** WORK TASK **
Find how many lines of the listing below include the word "down", then report the number by itself.

** MATERIAL FOR THIS EXERCISE **
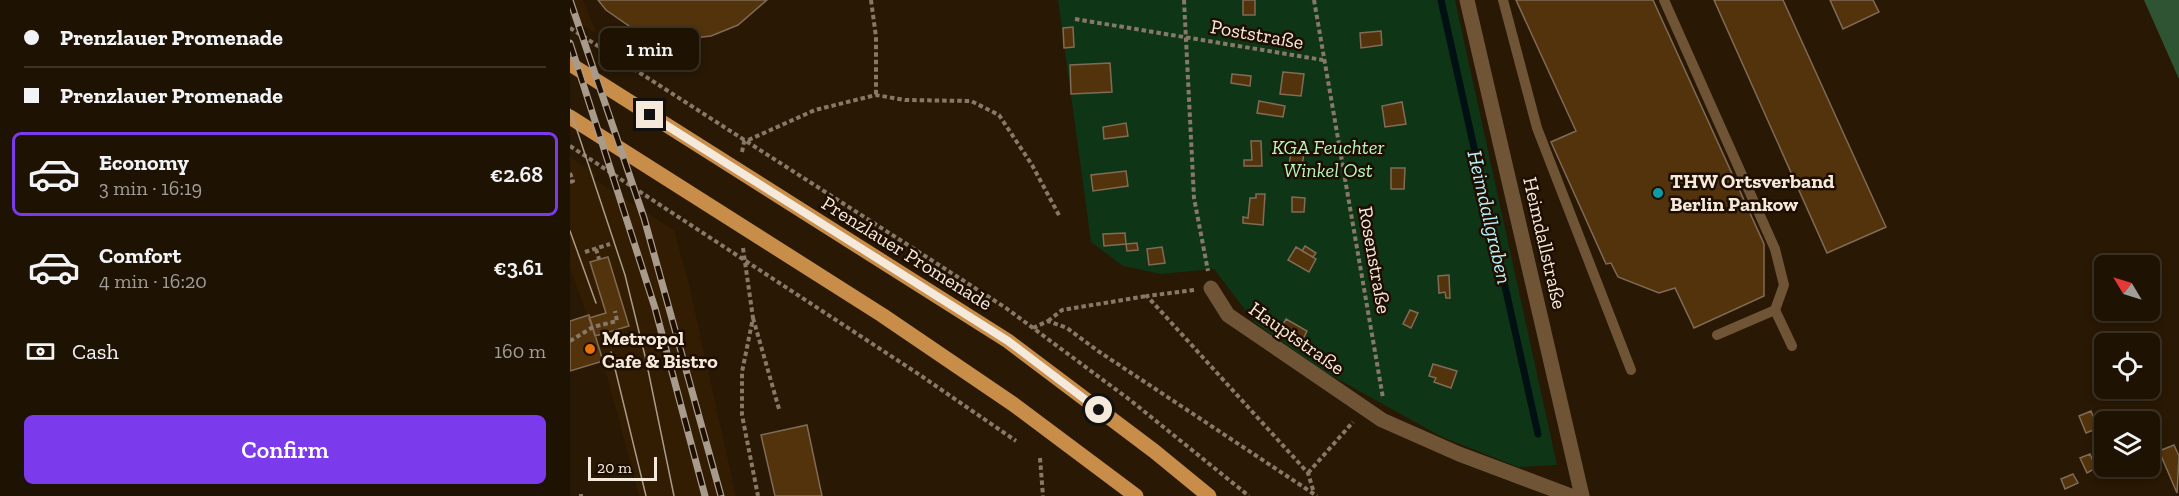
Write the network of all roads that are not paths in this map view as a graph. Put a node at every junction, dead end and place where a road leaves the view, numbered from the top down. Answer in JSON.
{"nodes":[{"id":1,"x":1467,"y":0,"type":"edge"},
{"id":2,"x":1503,"y":0,"type":"edge"},
{"id":3,"x":1664,"y":0,"type":"edge"},
{"id":4,"x":570,"y":64,"type":"edge"},
{"id":5,"x":570,"y":117,"type":"edge"},
{"id":6,"x":1211,"y":288,"type":"road end"},
{"id":7,"x":1775,"y":309,"type":"junction"},
{"id":8,"x":1717,"y":335,"type":"dead end"},
{"id":9,"x":1792,"y":346,"type":"dead end"},
{"id":10,"x":1631,"y":370,"type":"dead end"},
{"id":11,"x":1136,"y":496,"type":"edge"},
{"id":12,"x":1209,"y":496,"type":"edge"},
{"id":13,"x":1571,"y":496,"type":"edge"},
{"id":14,"x":1582,"y":496,"type":"edge"}],
"edges":[{"from":1,"to":14,"type":"street","name":"Heimdallstraße"},
{"from":2,"to":10,"type":"lane"},
{"from":3,"to":7,"type":"lane"},
{"from":4,"to":12,"type":"main road","name":"Prenzlauer Promenade"},
{"from":5,"to":11,"type":"main road"},
{"from":6,"to":13,"type":"street","name":"Hauptstraße"},
{"from":7,"to":8,"type":"lane"},
{"from":7,"to":9,"type":"lane"}]}
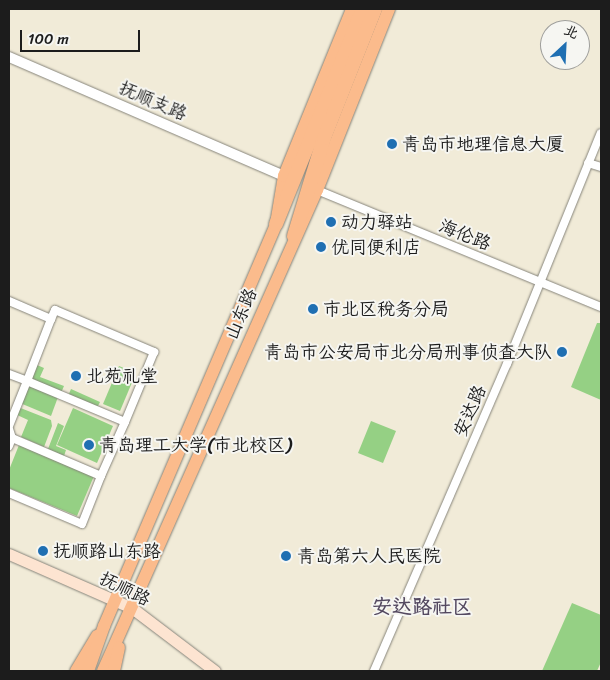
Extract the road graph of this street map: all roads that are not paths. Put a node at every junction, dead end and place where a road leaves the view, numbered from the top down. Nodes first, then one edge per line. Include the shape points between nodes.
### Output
1 (352, 9) edge
2 (363, 9) edge
3 (375, 9) edge
4 (389, 9) edge
5 (9, 57) edge
6 (601, 133) edge
7 (319, 136) junction
8 (588, 163) junction
9 (601, 167) edge
10 (284, 176) junction
11 (317, 190) junction
12 (276, 224) junction
13 (294, 236) junction
14 (541, 282) junction
15 (9, 301) edge
16 (601, 307) edge
17 (51, 319) junction
18 (9, 374) edge
19 (27, 382) junction
20 (125, 422) junction
21 (9, 428) edge
22 (10, 442) edge
23 (102, 476) junction
24 (9, 492) edge
25 (9, 554) edge
26 (115, 601) junction
27 (132, 608) junction
28 (104, 626) junction
29 (122, 633) junction
30 (76, 671) edge
31 (88, 671) edge
32 (103, 671) edge
33 (114, 671) edge
34 (215, 671) edge
35 (374, 671) edge

1 - 10 main road, 山东路
2 - 7 highway
3 - 7 highway
4 - 11 main road, 山东路
5 - 10 street, 抚顺支路
6 - 8 street, 安达路
7 - 12 highway
7 - 13 highway
8 - 9 street
8 - 14 street, 安达路
10 - 12 main road, 山东路
11 - 13 main road, 山东路
11 - 14 street, 海伦路
12 - 26 main road, 山东路
13 - 27 main road, 山东路
14 - 16 street, 海伦路
14 - 35 street, 安达路
15 - 17 street
17 - 19 street
17 - 20 street via 55,310 154,352
18 - 19 street
19 - 20 street
19 - 21 street
20 - 23 street
21 - 22 street
22 - 23 street
23 - 24 street via 82,524
25 - 26 main road, 抚顺路
26 - 27 main road, 抚顺路
26 - 28 main road, 山东路
27 - 29 main road, 山东路
27 - 34 main road, 抚顺路
28 - 30 main road, 山东路
28 - 31 main road, 山东路
29 - 32 main road, 山东路
29 - 33 main road, 山东路

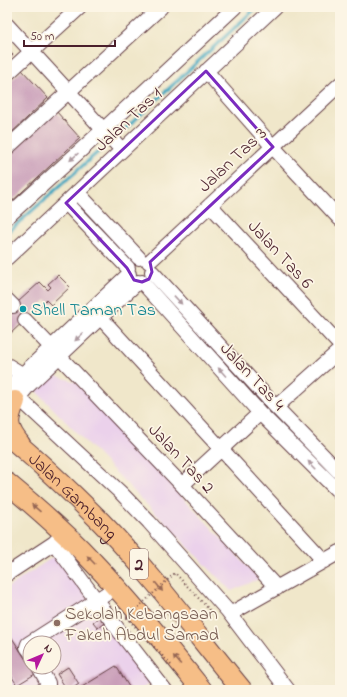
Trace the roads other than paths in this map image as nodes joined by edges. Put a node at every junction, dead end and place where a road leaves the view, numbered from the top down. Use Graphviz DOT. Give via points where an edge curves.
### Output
graph roads {
  1 [pos="80,7"];
  2 [pos="161,7"];
  3 [pos="235,7"];
  4 [pos="275,7"];
  5 [pos="7,25"];
  6 [pos="32,51"];
  7 [pos="206,71"];
  8 [pos="7,74"];
  9 [pos="339,86"];
  10 [pos="69,91"];
  11 [pos="103,130"];
  12 [pos="273,147"];
  13 [pos="7,148"];
  14 [pos="122,150"];
  15 [pos="77,192"];
  16 [pos="66,203"];
  17 [pos="210,206"];
  18 [pos="7,217"];
  19 [pos="340,219"];
  20 [pos="7,258"];
  21 [pos="147,264"];
  22 [pos="134,277"];
  23 [pos="100,317"];
  24 [pos="25,320"];
  25 [pos="340,345"];
  26 [pos="340,350"];
  27 [pos="55,351"];
  28 [pos="7,365"];
  29 [pos="22,374"];
  30 [pos="12,400"];
  31 [pos="276,407"];
  32 [pos="260,413"];
  33 [pos="7,435"];
  34 [pos="24,449"];
  35 [pos="221,449"];
  36 [pos="340,473"];
  37 [pos="7,483"];
  38 [pos="182,485"];
  39 [pos="340,493"];
  40 [pos="59,538"];
  41 [pos="340,552"];
  42 [pos="324,561"];
  43 [pos="7,574"];
  44 [pos="117,588"];
  45 [pos="277,588"];
  46 [pos="97,601"];
  47 [pos="223,616"];
  48 [pos="42,635"];
  49 [pos="44,675"];
  50 [pos="199,689"];
  51 [pos="43,690"];
  52 [pos="166,690"];
  53 [pos="242,690"];
  54 [pos="288,690"];
  1 -- 6 [label="street"];
  2 -- 10 [label="street"];
  3 -- 11 [label="street"];
  4 -- 7 [label="street, Jalan Tas 1"];
  5 -- 6 [label="street"];
  6 -- 8 [label="street"];
  6 -- 10 [label="street"];
  7 -- 12 [label="street"];
  7 -- 14 [label="street, Jalan Tas 1"];
  9 -- 12 [label="street, Jalan Tas 3"];
  10 -- 11 [label="street"];
  10 -- 13 [label="street"];
  11 -- 14 [label="street"];
  11 -- 18 [label="street, one-way"];
  12 -- 17 [label="street, Jalan Tas 3"];
  12 -- 19 [label="street"];
  14 -- 15 [label="street, Jalan Tas 1"];
  15 -- 16 [label="street, Jalan Tas 1"];
  15 -- 21 [label="street, Jalan Tas 4"];
  16 -- 20 [label="street, Jalan Tas 1"];
  22 -- 16 [label="street, Jalan Tas 4, one-way"];
  17 -- 21 [label="street, Jalan Tas 3"];
  17 -- 25 [label="street, Jalan Tas 6"];
  21 -- 22 [label="street" via="148,279"];
  21 -- 22 [label="street" via="133,260 130,263"];
  21 -- 31 [label="street, Jalan Tas 4, one-way"];
  22 -- 23 [label="street"];
  22 -- 27 [label="street"];
  32 -- 22 [label="street, Jalan Tas 4, one-way"];
  23 -- 27 [label="street, one-way"];
  23 -- 35 [label="street"];
  24 -- 27 [label="street, Jalan Tas 2"];
  26 -- 31 [label="street"];
  27 -- 29 [label="street"];
  27 -- 30 [label="street" via="28,386"];
  27 -- 38 [label="street, Jalan Tas 2"];
  28 -- 29 [label="street"];
  29 -- 30 [label="street"];
  30 -- 34 [label="highway" via="8,426 13,437"];
  30 -- 47 [label="street" via="127,499 149,522"];
  31 -- 36 [label="street, Jalan Tas 4"];
  32 -- 35 [label="street"];
  39 -- 32 [label="street, Jalan Tas 4, one-way"];
  33 -- 34 [label="highway, Jalan Gambang / 2"];
  34 -- 53 [label="highway, Jalan Gambang / 2, one-way" via="102,522"];
  35 -- 38 [label="street"];
  35 -- 42 [label="street"];
  40 -- 37 [label="highway, Jalan Gambang / 2, one-way"];
  38 -- 45 [label="street, Jalan Tas 2"];
  40 -- 43 [label="street"];
  44 -- 40 [label="highway, Jalan Gambang / 2, one-way"];
  40 -- 46 [label="street"];
  41 -- 42 [label="street"];
  42 -- 45 [label="street"];
  44 -- 46 [label="street"];
  50 -- 44 [label="highway, Jalan Gambang / 2, one-way"];
  45 -- 47 [label="street"];
  46 -- 48 [label="street"];
  46 -- 52 [label="street"];
  47 -- 54 [label="street"];
  49 -- 51 [label="street" via="48,686"];
}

** ANSWER TO THE EXERCISE **
3